Wat is adenocarcinoom in situ?
Adenocarcinoom in situ verwijst naar pre-kankerachtige cellen, meestal gevonden op de vrouwelijke baarmoederhals. Ze beïnvloeden meestal kliercellen en zijn een voorloper van adenocarcinoom. Deze vorm van baarmoederhalskanker is agressiever dan andere. Wanneer het in situ wordt gevonden, of alleen op de oorspronkelijke locatie, wordt het veel gemakkelijker behandeld. De toestand wordt vaak ontdekt tijdens een routinematig uitstrijk examen.

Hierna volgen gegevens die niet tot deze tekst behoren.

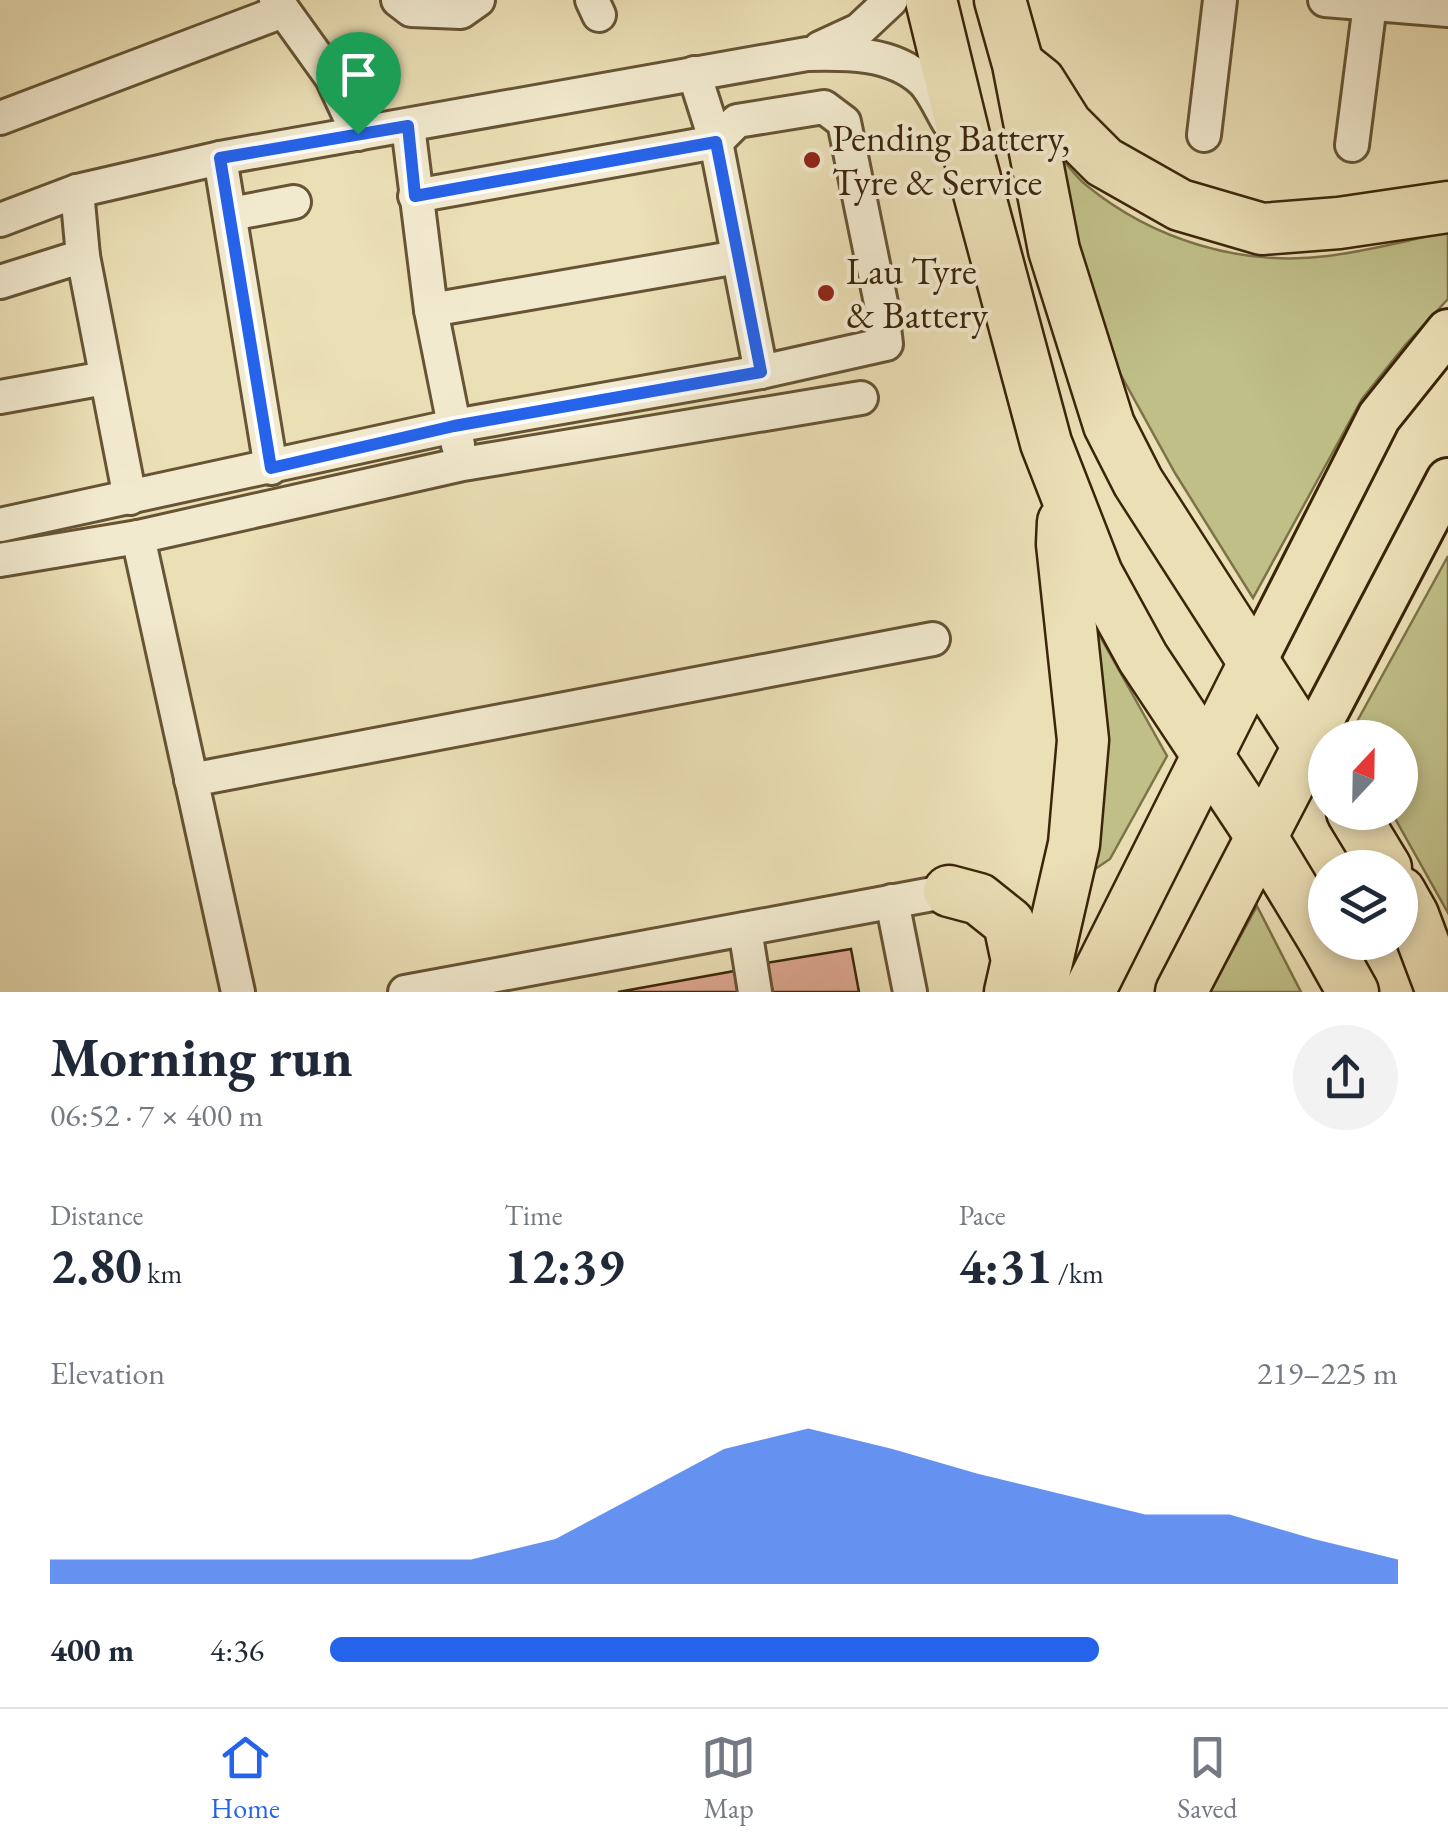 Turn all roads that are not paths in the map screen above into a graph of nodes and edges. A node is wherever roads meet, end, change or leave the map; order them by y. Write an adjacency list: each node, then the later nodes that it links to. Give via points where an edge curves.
1 (398, 0): 2 (street, via 412,10 462,12)
2 (478, 0)
3 (892, 0): 11 (street, via 859,30)
4 (931, 0): 20 (highway)
5 (1000, 0): 12 (highway)
6 (1220, 0): 17 (street)
7 (1325, 0): 8 (street)
8 (1370, 4): 10 (street); 19 (street)
9 (280, 6): 14 (street); 16 (street, via 332,78)
10 (1448, 10)
11 (807, 54): 13 (street); 20 (street, via 859,53 923,81)
12 (1018, 64): 25 (highway, via 1104,162 1180,206 1262,230); 47 (highway, via 1054,250 1109,425)
13 (694, 73): 15 (street); 18 (street)
14 (0, 118)
15 (408, 126): 16 (street); 23 (street)
16 (358, 134): 21 (street)
17 (1204, 136)
18 (716, 142): 23 (street); 29 (street); 33 (street, via 737,121 824,107 844,122 870,245 886,344)
19 (1352, 144)
20 (969, 156): 41 (highway)
21 (220, 158): 22 (street); 26 (street)
22 (77, 191): 27 (street); 28 (street)
23 (415, 196): 31 (street)
24 (294, 202): 26 (street)
25 (1448, 207)
26 (231, 214): 39 (street)
27 (0, 220)
28 (83, 256): 30 (street); 34 (street)
29 (738, 257): 31 (street); 33 (street)
30 (0, 282)
31 (431, 310): 37 (street)
32 (1448, 331): 47 (main road, via 1379,417)
33 (761, 372): 37 (street)
34 (105, 378): 35 (street); 42 (street)
35 (0, 398)
36 (861, 398): 38 (street)
37 (454, 426): 38 (street); 39 (street)
38 (463, 464): 44 (street)
39 (271, 468): 42 (street)
40 (1448, 480): 48 (main road)
41 (1064, 493): 50 (highway, via 1142,658); 68 (highway, via 1062,544 1082,740 1074,844)
42 (130, 498): 43 (street)
43 (0, 525)
44 (138, 537): 45 (street); 52 (street)
45 (0, 560)
46 (933, 639): 52 (street)
47 (1254, 663): 49 (highway); 50 (highway)
48 (1335, 720)
49 (1308, 747)
50 (1208, 754): 53 (highway); 69 (highway)
51 (1308, 771): 53 (highway)
52 (191, 780): 63 (street)
53 (1262, 836): 57 (highway); 70 (highway)
54 (1418, 888): 58 (highway)
55 (949, 891): 56 (street); 67 (highway, via 979,899 1009,923 1017,962)
56 (892, 902): 60 (street); 66 (street)
57 (1308, 913)
58 (1448, 926)
59 (1418, 928): 72 (highway)
60 (745, 929): 62 (street); 65 (street)
61 (1335, 960): 71 (highway)
62 (506, 983): 64 (street)
63 (238, 992)
64 (405, 992)
65 (754, 992)
66 (910, 992)
67 (1010, 992)
68 (1040, 992)
69 (1089, 992)
70 (1181, 992)
71 (1353, 992)
72 (1442, 992)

Patiënten met adenocarcinoom in situ kunnen verschillende behandelingsopties krijgen. Pre-kankerachtige cellen kunnen worden bevroren of van het oppervlak van de baarmoederhals worden geschraapt, hoewel dit niet altijd effectief is met deze vorm van de ziekte. Een gedeeltelijke of volledige hysterectomie kan nodig zijn wanneer cellen zich snel lijken te verspreiden, omdat dit duidt op een meer agressieve vorm van de ziekte. Vrouwen in de kindertijd kunnen misschien andere behandelingen ontvangen, hoewel deze niet altijd zo effectief zijn en kankercellen de kans om te groeien mogelijk te maken.
Wanneer adenocarcinoom in situ zich in de vroegste stadia bevindt, AggreSsive -therapie is mogelijk niet nodig. Elke patiënt wordt afzonderlijk gediagnosticeerd en behandeld. Na de behandeling kunnen frequente uitstrijkjesexamens nodig zijn om hergroei uit te sluiten. Extra behandelingen kunnen nodig zijn voor diegenen wiens kankers zijn teruggekeerd. Behandelingen kunnen chemotherapie, bestralingstherapie en volledige hysterectomie omvatten als ze niet worden uitgevoerd bij diagnose.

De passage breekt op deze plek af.